Exercise requirements:
Show every line in the records below that contains the word "screenshot".
▼▼▼
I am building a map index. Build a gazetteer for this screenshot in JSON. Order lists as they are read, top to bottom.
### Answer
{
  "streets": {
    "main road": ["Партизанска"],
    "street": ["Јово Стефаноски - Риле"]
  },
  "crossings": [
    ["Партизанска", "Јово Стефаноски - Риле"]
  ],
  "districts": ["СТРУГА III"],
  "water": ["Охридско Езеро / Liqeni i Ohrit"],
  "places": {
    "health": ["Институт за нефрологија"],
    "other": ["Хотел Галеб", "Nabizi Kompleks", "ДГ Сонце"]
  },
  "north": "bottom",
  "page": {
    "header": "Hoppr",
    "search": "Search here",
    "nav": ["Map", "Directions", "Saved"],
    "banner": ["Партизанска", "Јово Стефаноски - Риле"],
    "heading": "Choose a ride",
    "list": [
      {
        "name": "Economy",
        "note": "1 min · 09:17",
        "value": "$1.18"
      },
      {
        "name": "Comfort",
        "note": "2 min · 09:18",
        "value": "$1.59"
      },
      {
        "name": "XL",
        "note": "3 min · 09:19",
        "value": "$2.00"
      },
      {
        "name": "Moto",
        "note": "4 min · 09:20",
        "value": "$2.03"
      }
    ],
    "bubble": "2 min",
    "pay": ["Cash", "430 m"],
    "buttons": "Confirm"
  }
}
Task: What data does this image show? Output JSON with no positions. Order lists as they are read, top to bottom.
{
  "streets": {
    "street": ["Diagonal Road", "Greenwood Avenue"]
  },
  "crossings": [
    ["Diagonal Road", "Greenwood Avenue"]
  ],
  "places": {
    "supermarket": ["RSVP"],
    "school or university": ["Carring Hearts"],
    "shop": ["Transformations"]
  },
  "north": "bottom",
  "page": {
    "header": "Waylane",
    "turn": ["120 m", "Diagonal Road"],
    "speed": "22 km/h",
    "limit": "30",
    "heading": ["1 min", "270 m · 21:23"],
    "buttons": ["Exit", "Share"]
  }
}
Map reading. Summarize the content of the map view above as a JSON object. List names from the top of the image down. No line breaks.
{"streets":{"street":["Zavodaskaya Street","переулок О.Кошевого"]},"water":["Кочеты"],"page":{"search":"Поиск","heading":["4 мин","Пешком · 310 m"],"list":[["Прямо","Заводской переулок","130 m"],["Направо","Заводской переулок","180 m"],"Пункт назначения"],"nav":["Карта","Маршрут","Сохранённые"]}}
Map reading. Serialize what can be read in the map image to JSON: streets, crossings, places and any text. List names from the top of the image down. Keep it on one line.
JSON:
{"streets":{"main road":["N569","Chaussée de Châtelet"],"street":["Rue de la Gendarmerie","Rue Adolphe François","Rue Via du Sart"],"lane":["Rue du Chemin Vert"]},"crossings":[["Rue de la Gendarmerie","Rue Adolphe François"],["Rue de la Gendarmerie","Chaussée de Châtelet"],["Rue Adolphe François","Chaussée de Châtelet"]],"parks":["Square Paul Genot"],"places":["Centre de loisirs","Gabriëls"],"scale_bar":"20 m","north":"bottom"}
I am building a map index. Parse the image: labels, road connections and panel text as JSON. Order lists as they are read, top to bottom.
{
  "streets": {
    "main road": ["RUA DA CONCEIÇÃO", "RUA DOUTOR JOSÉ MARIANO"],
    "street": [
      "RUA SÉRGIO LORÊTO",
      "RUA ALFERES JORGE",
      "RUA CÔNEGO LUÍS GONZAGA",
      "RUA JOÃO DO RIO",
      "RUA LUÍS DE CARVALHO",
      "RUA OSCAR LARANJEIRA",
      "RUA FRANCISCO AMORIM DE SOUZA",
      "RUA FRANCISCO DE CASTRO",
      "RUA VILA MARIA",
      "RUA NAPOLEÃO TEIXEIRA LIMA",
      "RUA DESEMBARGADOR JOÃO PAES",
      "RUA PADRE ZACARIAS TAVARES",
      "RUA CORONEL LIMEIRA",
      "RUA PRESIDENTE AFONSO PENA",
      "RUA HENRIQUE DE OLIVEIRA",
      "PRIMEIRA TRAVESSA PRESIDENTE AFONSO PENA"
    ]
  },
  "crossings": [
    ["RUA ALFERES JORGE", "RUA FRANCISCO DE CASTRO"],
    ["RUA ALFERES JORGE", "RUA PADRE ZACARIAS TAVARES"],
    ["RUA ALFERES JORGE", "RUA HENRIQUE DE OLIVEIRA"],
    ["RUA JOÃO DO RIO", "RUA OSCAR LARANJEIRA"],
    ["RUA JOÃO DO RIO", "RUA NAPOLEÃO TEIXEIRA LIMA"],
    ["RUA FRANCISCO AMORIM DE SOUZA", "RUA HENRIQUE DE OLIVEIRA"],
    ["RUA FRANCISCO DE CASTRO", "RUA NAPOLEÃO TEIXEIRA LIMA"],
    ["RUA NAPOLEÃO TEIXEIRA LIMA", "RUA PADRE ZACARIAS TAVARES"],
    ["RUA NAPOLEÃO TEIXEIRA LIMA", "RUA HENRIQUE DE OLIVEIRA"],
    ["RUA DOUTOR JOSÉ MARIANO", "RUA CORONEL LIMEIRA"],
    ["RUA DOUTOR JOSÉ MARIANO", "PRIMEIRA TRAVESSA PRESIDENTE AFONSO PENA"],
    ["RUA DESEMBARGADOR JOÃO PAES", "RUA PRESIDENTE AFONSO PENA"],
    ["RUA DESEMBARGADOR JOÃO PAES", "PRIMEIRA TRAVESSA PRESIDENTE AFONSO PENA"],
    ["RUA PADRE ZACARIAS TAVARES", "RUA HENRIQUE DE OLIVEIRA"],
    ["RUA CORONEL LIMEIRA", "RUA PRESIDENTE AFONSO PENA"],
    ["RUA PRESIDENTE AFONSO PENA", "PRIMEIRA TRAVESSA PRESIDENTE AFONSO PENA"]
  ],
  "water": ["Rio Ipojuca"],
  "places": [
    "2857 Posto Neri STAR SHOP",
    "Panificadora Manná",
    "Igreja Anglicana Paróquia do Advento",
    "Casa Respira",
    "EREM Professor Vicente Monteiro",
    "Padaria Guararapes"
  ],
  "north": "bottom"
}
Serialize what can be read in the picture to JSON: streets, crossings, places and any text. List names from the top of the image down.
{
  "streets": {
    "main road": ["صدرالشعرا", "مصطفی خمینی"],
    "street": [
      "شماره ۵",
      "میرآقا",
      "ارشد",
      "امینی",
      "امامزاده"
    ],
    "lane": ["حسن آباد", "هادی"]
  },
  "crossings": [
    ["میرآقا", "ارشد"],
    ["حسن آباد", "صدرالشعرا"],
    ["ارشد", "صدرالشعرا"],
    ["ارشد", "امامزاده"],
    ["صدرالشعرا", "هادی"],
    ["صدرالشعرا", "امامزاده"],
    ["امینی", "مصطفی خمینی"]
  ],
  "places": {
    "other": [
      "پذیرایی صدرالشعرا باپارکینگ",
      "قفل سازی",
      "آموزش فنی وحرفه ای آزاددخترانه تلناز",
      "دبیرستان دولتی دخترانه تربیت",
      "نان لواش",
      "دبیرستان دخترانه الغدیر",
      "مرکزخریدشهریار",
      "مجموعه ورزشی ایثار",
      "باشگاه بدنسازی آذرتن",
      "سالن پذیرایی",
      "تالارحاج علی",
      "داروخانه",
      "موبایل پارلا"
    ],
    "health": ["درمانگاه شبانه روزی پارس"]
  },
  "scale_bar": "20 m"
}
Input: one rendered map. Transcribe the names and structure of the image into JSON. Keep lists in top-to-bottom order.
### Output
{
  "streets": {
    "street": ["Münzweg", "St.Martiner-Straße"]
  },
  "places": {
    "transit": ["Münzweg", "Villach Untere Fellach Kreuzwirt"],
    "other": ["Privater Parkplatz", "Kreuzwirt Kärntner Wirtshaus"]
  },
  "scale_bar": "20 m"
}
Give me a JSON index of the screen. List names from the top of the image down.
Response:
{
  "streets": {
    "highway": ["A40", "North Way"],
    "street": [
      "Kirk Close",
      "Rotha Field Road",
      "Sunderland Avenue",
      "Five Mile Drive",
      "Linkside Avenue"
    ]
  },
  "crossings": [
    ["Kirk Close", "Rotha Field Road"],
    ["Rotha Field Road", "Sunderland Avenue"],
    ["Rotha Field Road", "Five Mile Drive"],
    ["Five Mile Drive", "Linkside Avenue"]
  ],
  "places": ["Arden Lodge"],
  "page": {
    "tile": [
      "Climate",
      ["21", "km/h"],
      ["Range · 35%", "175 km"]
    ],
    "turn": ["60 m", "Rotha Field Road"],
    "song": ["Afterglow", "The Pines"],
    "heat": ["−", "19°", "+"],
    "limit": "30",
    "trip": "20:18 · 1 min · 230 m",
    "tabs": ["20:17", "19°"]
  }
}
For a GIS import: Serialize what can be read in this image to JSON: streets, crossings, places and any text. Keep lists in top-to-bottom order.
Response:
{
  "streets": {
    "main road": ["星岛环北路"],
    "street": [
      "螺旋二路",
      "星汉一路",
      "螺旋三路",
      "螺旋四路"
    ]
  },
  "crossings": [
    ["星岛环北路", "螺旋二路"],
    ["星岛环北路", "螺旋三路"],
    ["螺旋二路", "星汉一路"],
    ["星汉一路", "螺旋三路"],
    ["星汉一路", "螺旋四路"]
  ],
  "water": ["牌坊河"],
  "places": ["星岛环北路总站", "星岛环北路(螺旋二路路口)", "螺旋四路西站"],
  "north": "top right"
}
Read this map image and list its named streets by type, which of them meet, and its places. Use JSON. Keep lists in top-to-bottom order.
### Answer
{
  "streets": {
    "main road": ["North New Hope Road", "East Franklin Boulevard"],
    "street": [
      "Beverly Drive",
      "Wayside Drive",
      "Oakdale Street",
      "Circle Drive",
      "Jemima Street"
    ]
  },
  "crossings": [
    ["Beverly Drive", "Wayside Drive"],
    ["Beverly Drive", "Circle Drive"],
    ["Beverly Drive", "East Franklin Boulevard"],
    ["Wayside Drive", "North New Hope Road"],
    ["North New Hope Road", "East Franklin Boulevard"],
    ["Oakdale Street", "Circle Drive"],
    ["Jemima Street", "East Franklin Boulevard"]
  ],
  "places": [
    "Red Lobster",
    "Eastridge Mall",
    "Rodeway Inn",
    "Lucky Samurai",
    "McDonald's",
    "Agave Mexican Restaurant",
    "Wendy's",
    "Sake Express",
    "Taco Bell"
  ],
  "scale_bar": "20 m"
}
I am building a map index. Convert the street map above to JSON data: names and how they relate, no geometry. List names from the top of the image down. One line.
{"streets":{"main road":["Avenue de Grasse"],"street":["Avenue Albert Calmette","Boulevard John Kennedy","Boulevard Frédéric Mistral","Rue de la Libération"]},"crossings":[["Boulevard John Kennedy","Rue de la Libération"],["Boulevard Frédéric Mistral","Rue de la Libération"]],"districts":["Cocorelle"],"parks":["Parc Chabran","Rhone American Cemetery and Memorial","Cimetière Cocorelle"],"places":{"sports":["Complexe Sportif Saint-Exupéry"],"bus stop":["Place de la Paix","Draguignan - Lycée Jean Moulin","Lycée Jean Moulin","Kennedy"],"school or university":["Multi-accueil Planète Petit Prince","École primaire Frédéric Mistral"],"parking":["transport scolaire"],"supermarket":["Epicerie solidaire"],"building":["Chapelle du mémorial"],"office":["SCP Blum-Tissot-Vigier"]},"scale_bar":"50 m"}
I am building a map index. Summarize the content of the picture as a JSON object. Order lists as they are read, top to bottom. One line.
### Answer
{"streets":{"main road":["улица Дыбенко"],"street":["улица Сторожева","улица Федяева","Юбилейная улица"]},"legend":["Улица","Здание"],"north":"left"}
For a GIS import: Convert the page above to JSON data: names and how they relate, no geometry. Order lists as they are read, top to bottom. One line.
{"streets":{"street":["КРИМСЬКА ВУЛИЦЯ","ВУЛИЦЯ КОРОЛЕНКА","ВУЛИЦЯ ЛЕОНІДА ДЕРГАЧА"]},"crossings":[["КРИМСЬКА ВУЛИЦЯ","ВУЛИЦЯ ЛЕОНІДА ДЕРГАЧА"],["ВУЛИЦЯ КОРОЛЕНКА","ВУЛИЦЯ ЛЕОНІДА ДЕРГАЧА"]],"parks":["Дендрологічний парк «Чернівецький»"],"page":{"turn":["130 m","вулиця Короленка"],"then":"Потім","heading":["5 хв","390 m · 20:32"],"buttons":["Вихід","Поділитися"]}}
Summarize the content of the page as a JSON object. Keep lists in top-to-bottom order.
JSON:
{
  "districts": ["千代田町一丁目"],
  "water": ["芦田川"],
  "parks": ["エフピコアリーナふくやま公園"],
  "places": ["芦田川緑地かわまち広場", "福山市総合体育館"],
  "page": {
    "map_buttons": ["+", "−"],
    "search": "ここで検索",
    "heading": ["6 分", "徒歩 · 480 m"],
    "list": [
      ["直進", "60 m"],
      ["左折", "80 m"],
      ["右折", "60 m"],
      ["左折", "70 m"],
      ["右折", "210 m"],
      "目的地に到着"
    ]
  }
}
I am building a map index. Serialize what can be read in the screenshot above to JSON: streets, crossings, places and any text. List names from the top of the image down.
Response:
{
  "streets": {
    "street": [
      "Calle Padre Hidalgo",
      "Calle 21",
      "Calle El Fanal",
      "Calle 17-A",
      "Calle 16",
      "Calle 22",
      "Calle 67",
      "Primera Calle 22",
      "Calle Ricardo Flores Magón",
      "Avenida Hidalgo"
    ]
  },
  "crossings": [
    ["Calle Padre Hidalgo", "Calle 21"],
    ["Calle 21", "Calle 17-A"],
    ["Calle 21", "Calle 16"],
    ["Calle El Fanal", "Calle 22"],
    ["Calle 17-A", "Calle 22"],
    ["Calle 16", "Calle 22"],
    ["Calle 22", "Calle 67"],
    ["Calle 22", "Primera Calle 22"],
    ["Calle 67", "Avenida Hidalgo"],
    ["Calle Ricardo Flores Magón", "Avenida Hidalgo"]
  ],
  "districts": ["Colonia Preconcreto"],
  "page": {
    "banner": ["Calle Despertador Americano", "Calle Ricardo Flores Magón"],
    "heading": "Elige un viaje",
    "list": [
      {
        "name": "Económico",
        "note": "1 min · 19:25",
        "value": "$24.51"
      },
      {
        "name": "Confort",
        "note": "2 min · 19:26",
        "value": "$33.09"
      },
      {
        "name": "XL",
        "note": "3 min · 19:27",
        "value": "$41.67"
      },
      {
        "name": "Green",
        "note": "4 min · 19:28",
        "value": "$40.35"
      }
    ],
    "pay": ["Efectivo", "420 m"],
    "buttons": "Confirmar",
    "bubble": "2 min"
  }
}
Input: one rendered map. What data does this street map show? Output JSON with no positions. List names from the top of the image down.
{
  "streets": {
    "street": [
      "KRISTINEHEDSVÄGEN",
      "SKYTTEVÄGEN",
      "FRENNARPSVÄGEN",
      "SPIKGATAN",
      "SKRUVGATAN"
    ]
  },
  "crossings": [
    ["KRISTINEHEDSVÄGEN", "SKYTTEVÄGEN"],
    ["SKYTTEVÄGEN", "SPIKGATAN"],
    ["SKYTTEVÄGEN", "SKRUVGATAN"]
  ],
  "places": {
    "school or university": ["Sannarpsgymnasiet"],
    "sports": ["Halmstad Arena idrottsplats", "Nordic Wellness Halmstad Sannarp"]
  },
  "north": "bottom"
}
▲▲▲
Solution to this task:
I am building a map index. Build a gazetteer for this screenshot in JSON. Order lists as they are read, top to bottom.
I am building a map index. Serialize what can be read in the screenshot above to JSON: streets, crossings, places and any text. List names from the top of the image down.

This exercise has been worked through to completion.